Несмотря на то, что Антонина жила в районе уже третий год, она редко встречалась с Ключаревым и
теперь, сидя в сторонке, молча приглядывалась к нему. Кроме знакомой ей широкой улыбки, у него была еще,
оказывается, и другая — с прищуркой, холодноватая. Когда он усмехался ею, а глаза взглядывали в упор с
твердым, стальным выражением, человек начинал поеживаться, губы его сами собой смыкались, теряя
последний отсвет шутливости. Тогда и ей почему-то хотелось невольно выпрямиться, чтобы принять удар и не
опускать перед ним глаз…
Она вдруг с удивлением отметила, что сокровенное действие личности Ключарева на людей в том и
заключается, что он умеет пробуждать активные силы, заражать своей страстностью.

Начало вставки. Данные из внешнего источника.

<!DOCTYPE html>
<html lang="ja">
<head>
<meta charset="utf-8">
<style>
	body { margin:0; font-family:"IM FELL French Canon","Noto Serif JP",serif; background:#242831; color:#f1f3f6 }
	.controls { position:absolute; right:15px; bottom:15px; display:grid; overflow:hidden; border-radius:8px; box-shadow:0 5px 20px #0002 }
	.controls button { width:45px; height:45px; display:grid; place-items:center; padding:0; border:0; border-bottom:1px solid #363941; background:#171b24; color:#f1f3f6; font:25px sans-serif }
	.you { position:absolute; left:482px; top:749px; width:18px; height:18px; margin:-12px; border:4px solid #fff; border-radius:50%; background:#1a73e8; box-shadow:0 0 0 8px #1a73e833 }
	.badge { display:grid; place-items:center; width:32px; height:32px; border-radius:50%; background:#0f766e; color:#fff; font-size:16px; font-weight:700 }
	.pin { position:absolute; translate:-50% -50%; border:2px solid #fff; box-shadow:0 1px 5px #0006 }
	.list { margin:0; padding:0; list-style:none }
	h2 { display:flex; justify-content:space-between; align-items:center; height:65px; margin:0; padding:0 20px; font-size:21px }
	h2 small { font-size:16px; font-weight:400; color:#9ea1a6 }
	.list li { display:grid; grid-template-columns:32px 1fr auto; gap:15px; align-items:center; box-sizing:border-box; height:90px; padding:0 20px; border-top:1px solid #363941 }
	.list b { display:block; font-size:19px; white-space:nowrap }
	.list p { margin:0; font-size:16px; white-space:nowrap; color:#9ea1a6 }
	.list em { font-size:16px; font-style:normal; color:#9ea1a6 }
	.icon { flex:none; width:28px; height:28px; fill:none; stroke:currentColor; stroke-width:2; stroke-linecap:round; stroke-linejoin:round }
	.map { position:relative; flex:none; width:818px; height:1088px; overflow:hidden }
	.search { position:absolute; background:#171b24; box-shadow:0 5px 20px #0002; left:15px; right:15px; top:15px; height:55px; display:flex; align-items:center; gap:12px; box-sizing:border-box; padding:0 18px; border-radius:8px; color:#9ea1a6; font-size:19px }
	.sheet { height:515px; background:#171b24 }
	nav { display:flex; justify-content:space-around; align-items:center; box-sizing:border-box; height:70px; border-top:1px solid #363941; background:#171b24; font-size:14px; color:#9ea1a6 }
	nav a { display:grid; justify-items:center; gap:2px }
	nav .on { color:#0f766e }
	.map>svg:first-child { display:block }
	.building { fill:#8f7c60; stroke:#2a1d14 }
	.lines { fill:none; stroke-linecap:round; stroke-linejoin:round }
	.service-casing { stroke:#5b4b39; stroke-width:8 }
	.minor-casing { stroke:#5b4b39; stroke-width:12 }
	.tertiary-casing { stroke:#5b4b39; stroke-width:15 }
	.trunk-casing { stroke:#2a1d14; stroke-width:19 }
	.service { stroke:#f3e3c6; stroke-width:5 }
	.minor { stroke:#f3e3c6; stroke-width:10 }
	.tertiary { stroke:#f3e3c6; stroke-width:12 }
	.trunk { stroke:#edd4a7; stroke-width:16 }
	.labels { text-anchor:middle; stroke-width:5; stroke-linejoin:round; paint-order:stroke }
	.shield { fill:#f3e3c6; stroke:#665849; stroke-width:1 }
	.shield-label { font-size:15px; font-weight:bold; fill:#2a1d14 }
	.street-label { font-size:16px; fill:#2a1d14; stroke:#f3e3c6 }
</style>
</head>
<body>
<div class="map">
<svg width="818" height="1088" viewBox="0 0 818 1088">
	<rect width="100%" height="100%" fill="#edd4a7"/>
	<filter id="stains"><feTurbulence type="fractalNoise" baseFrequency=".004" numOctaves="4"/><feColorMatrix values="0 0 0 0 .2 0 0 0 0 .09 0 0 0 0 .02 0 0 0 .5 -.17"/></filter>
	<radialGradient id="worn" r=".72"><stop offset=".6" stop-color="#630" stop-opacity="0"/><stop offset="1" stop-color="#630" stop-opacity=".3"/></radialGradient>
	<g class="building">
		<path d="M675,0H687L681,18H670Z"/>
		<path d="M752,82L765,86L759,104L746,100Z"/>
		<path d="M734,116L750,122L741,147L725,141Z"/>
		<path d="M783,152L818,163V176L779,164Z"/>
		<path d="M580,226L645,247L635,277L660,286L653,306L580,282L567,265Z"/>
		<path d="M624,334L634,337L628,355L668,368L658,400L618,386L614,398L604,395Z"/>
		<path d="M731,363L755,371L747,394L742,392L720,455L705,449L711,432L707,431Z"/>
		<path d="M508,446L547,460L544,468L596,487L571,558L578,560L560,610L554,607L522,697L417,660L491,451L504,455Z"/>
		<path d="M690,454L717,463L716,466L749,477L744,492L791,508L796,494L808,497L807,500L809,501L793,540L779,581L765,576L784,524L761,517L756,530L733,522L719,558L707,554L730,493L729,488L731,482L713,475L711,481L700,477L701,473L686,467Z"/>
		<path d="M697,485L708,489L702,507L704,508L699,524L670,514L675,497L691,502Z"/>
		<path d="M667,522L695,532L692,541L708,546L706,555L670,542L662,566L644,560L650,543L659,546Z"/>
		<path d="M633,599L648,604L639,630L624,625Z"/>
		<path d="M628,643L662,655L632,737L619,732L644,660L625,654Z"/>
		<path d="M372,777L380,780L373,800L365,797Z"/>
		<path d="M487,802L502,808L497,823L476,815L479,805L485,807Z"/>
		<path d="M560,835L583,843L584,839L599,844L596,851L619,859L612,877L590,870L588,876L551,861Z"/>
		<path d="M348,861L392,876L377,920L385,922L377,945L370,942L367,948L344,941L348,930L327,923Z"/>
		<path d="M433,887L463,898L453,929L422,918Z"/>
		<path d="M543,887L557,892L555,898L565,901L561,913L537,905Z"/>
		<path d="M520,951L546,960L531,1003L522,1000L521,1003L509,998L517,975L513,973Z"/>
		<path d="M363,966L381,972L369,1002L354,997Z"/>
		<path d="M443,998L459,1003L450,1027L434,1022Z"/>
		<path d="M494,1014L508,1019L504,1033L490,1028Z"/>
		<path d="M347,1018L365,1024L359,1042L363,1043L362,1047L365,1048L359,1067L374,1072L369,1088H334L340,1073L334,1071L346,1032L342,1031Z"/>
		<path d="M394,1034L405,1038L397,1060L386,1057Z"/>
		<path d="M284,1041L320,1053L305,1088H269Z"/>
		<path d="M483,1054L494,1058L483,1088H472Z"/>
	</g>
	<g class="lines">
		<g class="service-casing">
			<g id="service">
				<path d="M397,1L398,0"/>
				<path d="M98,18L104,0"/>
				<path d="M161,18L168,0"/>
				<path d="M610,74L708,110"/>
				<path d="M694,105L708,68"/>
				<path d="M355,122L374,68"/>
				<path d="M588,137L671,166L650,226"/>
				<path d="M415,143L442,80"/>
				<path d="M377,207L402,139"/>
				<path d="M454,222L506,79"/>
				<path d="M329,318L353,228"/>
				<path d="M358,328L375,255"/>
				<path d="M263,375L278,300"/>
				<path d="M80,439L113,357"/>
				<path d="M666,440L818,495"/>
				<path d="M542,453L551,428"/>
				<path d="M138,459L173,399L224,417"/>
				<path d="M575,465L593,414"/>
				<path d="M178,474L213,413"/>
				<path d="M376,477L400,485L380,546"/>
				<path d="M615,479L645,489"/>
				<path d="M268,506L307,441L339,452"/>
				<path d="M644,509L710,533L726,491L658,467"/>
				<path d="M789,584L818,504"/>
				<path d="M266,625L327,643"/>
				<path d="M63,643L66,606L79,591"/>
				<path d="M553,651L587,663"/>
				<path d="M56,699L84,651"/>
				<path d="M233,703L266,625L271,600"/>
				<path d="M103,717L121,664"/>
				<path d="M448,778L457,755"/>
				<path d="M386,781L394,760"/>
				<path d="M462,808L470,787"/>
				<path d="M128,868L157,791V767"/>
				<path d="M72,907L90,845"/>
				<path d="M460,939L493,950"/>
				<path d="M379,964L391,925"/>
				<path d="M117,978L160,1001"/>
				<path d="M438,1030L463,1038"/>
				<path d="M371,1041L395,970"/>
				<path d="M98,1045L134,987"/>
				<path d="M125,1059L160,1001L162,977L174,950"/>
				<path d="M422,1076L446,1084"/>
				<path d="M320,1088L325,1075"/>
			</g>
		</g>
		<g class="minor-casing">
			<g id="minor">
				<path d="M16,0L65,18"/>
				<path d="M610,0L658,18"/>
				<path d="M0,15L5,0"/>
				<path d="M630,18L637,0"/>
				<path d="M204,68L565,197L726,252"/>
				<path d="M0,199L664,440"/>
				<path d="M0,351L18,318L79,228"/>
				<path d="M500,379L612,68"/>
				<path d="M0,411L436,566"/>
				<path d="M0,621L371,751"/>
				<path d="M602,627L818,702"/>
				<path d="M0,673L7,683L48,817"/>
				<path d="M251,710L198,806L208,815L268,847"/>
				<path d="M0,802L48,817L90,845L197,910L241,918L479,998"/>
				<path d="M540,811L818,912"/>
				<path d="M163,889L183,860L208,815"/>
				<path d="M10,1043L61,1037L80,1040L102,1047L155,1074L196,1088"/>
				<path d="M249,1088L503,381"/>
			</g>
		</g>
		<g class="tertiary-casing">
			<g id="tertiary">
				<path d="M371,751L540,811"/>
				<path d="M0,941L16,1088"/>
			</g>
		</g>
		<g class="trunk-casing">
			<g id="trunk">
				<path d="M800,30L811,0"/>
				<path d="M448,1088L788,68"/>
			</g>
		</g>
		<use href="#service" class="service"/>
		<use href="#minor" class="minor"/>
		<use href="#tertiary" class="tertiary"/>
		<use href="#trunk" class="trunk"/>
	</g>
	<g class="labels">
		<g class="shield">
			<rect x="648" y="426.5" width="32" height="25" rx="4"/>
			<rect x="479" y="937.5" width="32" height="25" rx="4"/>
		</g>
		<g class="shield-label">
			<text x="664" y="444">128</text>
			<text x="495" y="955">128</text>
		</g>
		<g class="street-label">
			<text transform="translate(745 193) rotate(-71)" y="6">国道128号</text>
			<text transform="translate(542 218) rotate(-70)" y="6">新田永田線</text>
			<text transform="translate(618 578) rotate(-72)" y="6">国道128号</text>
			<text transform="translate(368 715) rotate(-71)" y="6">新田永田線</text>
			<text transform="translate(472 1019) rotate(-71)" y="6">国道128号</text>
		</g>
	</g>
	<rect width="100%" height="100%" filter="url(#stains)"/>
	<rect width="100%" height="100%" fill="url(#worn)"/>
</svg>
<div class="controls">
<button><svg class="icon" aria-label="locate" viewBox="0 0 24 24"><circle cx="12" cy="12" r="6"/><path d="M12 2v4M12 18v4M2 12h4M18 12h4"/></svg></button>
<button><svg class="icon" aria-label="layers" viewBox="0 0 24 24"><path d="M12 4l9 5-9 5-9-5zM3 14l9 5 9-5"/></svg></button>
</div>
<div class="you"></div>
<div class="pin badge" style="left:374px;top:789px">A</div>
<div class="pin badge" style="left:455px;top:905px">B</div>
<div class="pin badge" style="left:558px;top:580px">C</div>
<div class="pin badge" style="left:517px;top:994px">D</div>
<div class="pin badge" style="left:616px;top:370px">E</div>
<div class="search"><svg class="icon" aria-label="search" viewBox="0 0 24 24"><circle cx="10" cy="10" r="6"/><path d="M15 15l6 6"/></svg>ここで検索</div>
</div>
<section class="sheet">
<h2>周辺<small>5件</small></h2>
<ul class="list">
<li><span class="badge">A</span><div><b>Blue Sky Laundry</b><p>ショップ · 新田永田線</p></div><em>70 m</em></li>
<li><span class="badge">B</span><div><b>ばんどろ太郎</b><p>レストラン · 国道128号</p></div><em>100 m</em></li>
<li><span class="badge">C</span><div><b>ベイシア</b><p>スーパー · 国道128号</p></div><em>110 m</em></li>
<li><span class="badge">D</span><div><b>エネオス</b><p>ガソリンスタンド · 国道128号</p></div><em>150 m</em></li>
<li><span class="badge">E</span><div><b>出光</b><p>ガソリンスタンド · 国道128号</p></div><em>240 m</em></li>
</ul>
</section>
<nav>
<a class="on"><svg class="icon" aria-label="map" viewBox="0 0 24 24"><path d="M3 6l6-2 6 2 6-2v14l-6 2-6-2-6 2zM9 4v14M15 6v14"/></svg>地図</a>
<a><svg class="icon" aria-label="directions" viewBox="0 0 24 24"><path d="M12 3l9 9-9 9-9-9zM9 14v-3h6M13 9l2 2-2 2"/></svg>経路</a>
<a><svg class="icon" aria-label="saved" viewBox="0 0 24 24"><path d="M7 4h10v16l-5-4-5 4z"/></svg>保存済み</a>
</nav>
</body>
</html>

Человек, стоявший только
что с опущенной головой, вдруг как бы шире открывает глаза, видит дальше, и с губ его срываются горячие
слова:
— То ж можно… то мы зробим, Адрианыч!
Антонина с не погашенной еще настороженностью наблюдала его в этих разговорах с людьми: колких,
резких, стремительных, похожих на кавалерийскую атаку; трудно состязаться и долго не продержишься в
обороне! Они обрывались на полуслове, тогда, когда он видел, что не страх перед начальством, не самолюбивая
обида, а затаенная работа мысли, сомнение в своей правоте зародились в человеке и уже не дадут ему спокойно
уснуть.
Он так и кончал:
— Подумай. Мы строго спросим. Подумай…
И в то же время живость движений сочеталась у него с минутами раздумья, пристального и даже
печального взгляда.
Когда они ненадолго остались одни, Федор Адрианович снова взялся было за трубку, но тотчас опустил
ее.
— Иногда так устаю, — виновато сказал он, — что, кажется, проспал бы восемнадцать часов подряд!

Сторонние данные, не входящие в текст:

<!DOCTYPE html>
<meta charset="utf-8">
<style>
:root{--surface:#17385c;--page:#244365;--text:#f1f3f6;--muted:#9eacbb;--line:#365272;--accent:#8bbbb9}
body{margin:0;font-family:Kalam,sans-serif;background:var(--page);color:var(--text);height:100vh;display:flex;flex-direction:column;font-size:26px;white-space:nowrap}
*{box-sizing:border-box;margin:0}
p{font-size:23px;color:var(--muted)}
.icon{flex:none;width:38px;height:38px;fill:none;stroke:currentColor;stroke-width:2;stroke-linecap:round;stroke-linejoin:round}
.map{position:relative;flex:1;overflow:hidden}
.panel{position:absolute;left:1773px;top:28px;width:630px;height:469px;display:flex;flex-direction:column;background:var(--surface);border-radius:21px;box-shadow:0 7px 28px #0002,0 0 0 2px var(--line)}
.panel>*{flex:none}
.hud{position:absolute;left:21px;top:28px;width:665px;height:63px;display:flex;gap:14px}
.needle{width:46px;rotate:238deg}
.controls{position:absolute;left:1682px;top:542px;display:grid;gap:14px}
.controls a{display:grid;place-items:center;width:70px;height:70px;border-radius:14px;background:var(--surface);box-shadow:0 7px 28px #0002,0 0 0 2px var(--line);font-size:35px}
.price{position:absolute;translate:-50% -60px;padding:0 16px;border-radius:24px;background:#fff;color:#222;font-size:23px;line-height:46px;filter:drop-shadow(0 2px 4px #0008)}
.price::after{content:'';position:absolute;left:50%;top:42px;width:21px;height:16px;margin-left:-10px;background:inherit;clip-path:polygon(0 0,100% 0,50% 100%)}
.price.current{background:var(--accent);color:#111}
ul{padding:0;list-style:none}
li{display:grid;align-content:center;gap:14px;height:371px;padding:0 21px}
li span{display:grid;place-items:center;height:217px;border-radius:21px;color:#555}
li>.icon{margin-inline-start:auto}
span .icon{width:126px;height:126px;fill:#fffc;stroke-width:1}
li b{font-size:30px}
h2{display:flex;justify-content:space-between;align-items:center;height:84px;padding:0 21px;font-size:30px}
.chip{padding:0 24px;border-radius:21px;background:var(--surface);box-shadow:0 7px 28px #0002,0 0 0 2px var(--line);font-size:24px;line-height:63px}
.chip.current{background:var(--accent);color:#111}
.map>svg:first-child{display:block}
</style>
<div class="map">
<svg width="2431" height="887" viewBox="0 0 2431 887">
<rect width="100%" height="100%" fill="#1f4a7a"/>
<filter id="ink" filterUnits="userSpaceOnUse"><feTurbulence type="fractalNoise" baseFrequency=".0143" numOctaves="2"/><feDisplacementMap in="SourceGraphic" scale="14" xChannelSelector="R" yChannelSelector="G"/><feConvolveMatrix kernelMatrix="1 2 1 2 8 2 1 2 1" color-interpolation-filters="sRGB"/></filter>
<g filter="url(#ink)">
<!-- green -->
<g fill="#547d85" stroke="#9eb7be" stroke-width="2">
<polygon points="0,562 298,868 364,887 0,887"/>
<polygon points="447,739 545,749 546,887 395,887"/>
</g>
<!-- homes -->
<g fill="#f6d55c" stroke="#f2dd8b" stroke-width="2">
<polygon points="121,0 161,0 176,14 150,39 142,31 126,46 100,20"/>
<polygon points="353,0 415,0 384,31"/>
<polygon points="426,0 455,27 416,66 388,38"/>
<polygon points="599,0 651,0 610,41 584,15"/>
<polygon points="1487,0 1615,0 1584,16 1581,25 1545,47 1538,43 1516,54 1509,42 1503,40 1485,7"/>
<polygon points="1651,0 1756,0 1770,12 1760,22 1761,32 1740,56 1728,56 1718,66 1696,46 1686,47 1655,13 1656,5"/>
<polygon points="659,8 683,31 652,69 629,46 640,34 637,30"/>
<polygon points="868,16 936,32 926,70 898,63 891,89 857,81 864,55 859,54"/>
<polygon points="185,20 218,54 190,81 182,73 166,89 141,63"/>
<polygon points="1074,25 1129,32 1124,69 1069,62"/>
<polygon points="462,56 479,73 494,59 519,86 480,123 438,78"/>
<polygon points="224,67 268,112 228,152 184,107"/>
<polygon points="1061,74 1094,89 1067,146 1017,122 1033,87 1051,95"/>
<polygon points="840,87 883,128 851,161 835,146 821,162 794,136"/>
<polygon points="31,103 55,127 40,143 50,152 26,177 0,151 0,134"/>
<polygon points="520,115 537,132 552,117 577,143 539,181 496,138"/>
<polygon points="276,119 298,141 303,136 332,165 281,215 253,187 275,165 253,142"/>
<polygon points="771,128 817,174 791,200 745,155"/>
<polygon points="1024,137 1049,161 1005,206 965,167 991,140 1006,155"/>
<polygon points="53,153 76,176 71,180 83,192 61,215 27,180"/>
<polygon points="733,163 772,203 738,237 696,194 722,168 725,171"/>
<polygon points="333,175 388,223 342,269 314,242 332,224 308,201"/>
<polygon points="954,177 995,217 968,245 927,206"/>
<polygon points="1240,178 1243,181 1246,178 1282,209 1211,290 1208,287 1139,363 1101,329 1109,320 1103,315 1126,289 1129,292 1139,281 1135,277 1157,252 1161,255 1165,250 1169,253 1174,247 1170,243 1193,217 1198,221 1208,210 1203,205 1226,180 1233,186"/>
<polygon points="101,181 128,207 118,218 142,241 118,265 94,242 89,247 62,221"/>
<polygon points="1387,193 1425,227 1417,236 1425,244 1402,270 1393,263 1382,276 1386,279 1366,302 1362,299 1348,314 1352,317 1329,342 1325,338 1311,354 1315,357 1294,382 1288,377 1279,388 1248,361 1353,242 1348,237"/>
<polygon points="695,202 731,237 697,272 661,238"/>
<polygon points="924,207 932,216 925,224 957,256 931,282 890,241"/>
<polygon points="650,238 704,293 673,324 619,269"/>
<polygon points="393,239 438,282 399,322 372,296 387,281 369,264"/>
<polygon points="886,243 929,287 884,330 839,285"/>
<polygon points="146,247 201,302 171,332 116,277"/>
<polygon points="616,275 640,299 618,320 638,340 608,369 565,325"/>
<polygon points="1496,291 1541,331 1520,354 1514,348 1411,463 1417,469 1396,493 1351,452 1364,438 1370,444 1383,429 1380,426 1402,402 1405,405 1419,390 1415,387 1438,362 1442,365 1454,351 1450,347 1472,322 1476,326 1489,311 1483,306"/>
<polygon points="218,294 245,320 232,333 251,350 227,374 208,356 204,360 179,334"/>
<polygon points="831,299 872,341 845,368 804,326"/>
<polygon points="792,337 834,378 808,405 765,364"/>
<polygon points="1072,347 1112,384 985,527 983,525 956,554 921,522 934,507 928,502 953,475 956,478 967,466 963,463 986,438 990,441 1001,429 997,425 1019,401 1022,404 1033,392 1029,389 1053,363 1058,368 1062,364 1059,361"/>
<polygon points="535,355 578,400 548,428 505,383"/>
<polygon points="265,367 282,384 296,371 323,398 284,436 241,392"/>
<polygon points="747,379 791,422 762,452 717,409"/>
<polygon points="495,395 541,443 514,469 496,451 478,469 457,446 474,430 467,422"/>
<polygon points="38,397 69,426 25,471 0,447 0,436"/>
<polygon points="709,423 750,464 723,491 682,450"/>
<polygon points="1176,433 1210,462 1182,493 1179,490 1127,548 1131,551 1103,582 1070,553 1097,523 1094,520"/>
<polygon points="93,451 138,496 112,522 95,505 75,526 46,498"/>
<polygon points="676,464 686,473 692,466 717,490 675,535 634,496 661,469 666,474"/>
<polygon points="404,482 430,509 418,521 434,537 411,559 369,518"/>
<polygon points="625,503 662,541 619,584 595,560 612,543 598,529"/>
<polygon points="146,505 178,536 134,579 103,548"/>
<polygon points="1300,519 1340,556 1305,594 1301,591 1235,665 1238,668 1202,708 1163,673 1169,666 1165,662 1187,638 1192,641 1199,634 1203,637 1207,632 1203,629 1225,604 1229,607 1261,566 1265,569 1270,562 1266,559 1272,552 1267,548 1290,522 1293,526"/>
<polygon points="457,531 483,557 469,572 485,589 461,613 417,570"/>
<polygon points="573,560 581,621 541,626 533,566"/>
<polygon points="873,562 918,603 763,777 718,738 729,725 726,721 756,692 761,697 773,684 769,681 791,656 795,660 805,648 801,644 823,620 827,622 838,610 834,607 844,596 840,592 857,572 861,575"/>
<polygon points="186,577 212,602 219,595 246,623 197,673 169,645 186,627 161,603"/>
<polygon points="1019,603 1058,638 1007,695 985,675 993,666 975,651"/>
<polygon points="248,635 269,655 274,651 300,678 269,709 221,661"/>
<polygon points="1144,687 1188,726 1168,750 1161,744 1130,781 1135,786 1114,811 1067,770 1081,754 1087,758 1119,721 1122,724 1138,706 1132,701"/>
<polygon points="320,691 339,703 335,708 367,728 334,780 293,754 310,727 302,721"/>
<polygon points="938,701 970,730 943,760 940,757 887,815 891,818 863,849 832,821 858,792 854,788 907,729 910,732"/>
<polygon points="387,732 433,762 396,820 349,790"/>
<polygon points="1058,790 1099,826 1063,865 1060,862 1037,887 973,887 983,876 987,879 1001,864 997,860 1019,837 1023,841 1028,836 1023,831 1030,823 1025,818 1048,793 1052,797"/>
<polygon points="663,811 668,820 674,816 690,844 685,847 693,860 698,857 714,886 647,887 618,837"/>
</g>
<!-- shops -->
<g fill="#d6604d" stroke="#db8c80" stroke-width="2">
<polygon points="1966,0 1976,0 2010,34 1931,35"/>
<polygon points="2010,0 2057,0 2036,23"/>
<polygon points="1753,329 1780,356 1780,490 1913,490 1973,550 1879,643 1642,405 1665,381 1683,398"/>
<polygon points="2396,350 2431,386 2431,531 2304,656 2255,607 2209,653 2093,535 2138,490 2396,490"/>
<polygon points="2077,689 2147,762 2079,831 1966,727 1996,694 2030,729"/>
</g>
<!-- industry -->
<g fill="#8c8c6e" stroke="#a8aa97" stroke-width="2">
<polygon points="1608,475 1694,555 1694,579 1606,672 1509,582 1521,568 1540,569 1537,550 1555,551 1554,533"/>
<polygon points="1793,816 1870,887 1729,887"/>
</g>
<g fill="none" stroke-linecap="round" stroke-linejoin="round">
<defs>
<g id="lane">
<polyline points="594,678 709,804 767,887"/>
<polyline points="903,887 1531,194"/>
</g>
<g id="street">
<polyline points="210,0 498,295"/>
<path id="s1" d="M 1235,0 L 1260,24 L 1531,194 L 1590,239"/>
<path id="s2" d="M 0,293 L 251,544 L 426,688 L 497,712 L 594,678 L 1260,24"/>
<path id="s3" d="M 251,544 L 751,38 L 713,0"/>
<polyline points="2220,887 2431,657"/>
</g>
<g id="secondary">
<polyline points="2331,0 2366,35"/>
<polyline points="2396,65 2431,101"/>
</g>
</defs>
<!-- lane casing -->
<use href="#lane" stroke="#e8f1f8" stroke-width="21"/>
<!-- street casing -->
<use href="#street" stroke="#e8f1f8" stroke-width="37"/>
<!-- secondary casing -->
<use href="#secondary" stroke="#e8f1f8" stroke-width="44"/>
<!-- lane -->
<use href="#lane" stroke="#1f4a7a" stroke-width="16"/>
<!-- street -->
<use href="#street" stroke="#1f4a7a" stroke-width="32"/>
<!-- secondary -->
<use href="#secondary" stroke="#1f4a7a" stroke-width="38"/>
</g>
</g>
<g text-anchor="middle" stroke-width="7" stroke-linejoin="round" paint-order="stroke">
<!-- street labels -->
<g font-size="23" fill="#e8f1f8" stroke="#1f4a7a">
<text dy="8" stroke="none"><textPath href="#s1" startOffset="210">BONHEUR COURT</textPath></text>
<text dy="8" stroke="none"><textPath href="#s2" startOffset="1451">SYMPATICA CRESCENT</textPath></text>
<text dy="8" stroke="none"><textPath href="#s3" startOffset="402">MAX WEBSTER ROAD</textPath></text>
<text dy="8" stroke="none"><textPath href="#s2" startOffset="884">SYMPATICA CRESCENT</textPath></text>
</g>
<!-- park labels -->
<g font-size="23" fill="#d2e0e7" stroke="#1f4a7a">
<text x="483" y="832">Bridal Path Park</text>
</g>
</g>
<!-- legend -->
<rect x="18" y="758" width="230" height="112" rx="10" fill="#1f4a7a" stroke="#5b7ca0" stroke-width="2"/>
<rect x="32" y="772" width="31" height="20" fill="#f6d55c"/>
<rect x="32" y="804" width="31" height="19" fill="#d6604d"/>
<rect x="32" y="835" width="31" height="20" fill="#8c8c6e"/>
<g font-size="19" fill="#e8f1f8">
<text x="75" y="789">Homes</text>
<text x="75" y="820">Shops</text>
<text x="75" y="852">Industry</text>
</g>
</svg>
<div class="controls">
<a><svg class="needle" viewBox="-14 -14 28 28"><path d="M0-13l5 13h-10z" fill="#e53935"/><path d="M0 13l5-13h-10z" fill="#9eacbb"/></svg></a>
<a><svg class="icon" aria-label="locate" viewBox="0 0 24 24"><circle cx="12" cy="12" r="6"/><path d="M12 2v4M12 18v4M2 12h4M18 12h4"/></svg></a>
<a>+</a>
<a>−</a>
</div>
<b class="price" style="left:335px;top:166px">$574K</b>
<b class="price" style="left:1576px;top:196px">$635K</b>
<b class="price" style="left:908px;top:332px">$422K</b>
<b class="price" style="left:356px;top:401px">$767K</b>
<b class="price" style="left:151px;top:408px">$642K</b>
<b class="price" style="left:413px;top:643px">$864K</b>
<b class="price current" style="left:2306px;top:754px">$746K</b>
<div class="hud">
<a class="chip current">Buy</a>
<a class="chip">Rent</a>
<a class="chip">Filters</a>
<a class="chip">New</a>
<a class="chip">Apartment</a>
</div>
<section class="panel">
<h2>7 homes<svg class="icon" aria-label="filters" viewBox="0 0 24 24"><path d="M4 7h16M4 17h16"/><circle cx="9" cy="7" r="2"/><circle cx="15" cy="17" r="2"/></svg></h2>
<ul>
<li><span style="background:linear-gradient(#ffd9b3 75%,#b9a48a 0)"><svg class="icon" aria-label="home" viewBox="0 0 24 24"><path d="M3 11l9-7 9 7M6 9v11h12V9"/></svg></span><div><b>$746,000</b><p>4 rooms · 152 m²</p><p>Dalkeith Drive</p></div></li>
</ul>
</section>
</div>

— Хроническое недосыпание, — строго отозвалась Антонина, первый раз взглядывая на него глазами
врача.
Она скупо роняла слова, сидела полуотвернувшись, да и Ключарев подолгу тоже не смотрел в ее сторону.
Только иногда косой мгновенный взгляд спрашивал у нее: “Так? Я ведь прав? Вы согласны со мной?”